Advertisement
This story is over 5 years old
Tech by VICE

How to Steal an Encryption Key by Simply Touching a Laptop

Hackers have a new potential method for extracting data from computers at their fingertips—literally.

by Julia Alexander
Aug 23 2014, 9:00am

Image: Eran Tromer's site

Hackers have a new potential method for extracting data from computers at their fingertips—literally.

According to research conducted by Eran Tromer, Daniel Genkin, and Itamar Pipman, computer security experts at Tel Aviv University, using a simple electrical trick is enough for a sophisticated attacker to gain access to encryption keys on computers.

"Our attacks use novel side channels and are based on the observation that the 'ground' electric potential in many computers fluctuates in a computation-dependent way," the researchers write online, ahead of a presentation at CHES 2014. "An attacker can measure this signal by touching exposed metal on the computer's chassis with a plain wire, or even with a bare hand. The signal can also be measured at the remote end of Ethernet, VGA or USB cables."

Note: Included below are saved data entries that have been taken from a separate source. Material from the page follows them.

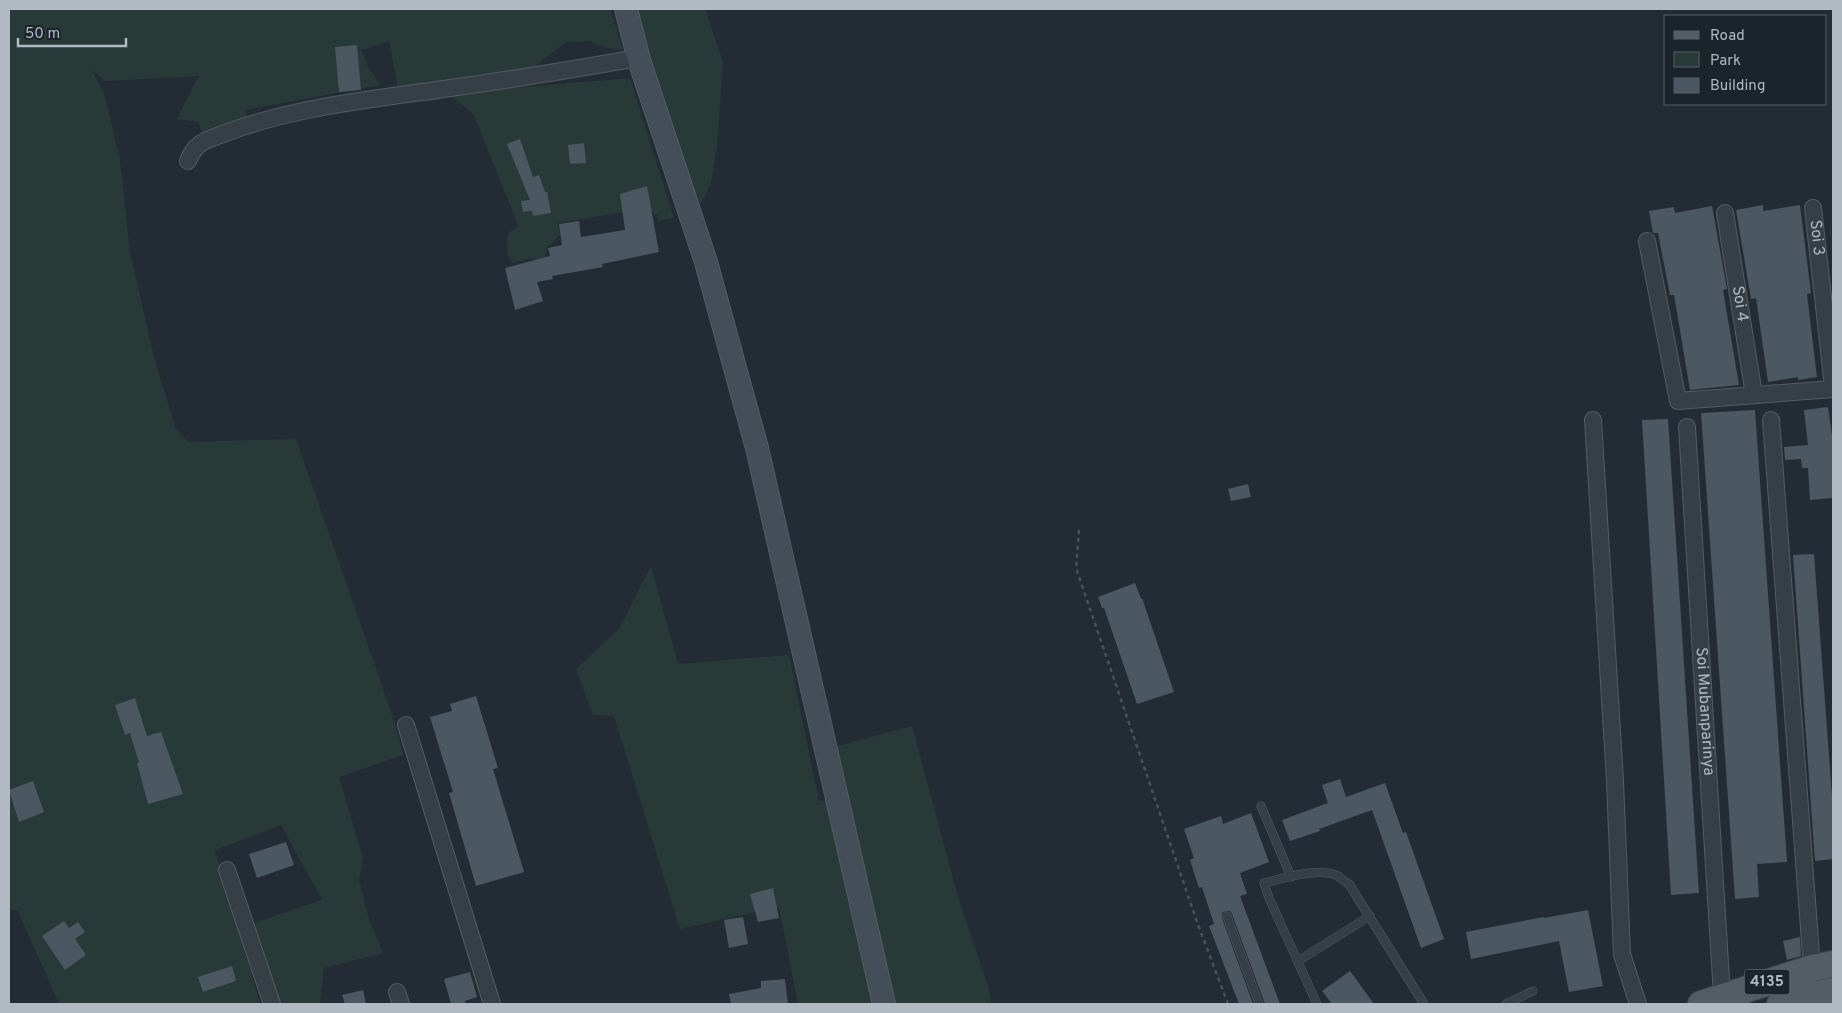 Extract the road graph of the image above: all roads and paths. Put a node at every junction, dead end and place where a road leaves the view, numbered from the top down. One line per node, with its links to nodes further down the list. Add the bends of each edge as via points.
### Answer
1 (626, 9): 2 (street)
2 (639, 58): 3 (street, via 291,112 205,140 192,152); 26 (street, via 706,262 757,448)
3 (188, 161)
4 (1813, 208): 7 (street, Soi 3)
5 (1725, 213): 8 (street, Soi 4)
6 (1647, 241): 8 (street, via 1678,401)
7 (1833, 388): 8 (street)
8 (1754, 396)
9 (1593, 420): 32 (street, via 1622,954)
10 (1771, 420): 20 (street)
11 (1687, 427): 23 (street, Soi Mubanparinya)
12 (1079, 530): 27 (path, via 1076,568)
13 (406, 725): 25 (street)
14 (1262, 806): 16 (lane)
15 (227, 870): 24 (street)
16 (1291, 877): 18 (lane, via 1321,873 1336,875 1349,884); 19 (lane, via 1264,883)
17 (1227, 916): 28 (lane)
18 (1370, 916): 19 (lane); 30 (lane)
19 (1298, 961): 29 (lane)
20 (1822, 966): 23 (main road, 4135)
21 (1532, 991): 31 (lane)
22 (1833, 992): 33 (main road, 4135)
23 (1712, 1000)
24 (272, 1004)
25 (492, 1004)
26 (884, 1004)
27 (1228, 1004)
28 (1259, 1004)
29 (1317, 1004)
30 (1424, 1004)
31 (1506, 1004)
32 (1638, 1004)
33 (1780, 1004)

One scenario for measuring electrical signals outlined in the report

In essence, the team claims to have been able to extract encryption keys by measuring the electrical signals of those keys being processed. The result? Attackers could theoretically gain easy access to thousands of encrypted keys through solely touching the chassis of the computer.

Read More: At Facebook's Hacker Party, Can't We All Just Be Friends?

That potentially includes access to encrypted keys that make up hundreds of digital signatures used all the time by people when creating passwords, signing contracts, or perhaps most importantly, using credit and debit cards online.

It's not hard, either, to imagine a scenario where someone "accidentally" grazes your laptop's exterior. Of course, there are some caveats, as the authors write. Most significantly, to capture encryption keys, the CPU has to actually be processing those keys at the moment the signal is being measured, so a drive-by attack would take a bit of planning. 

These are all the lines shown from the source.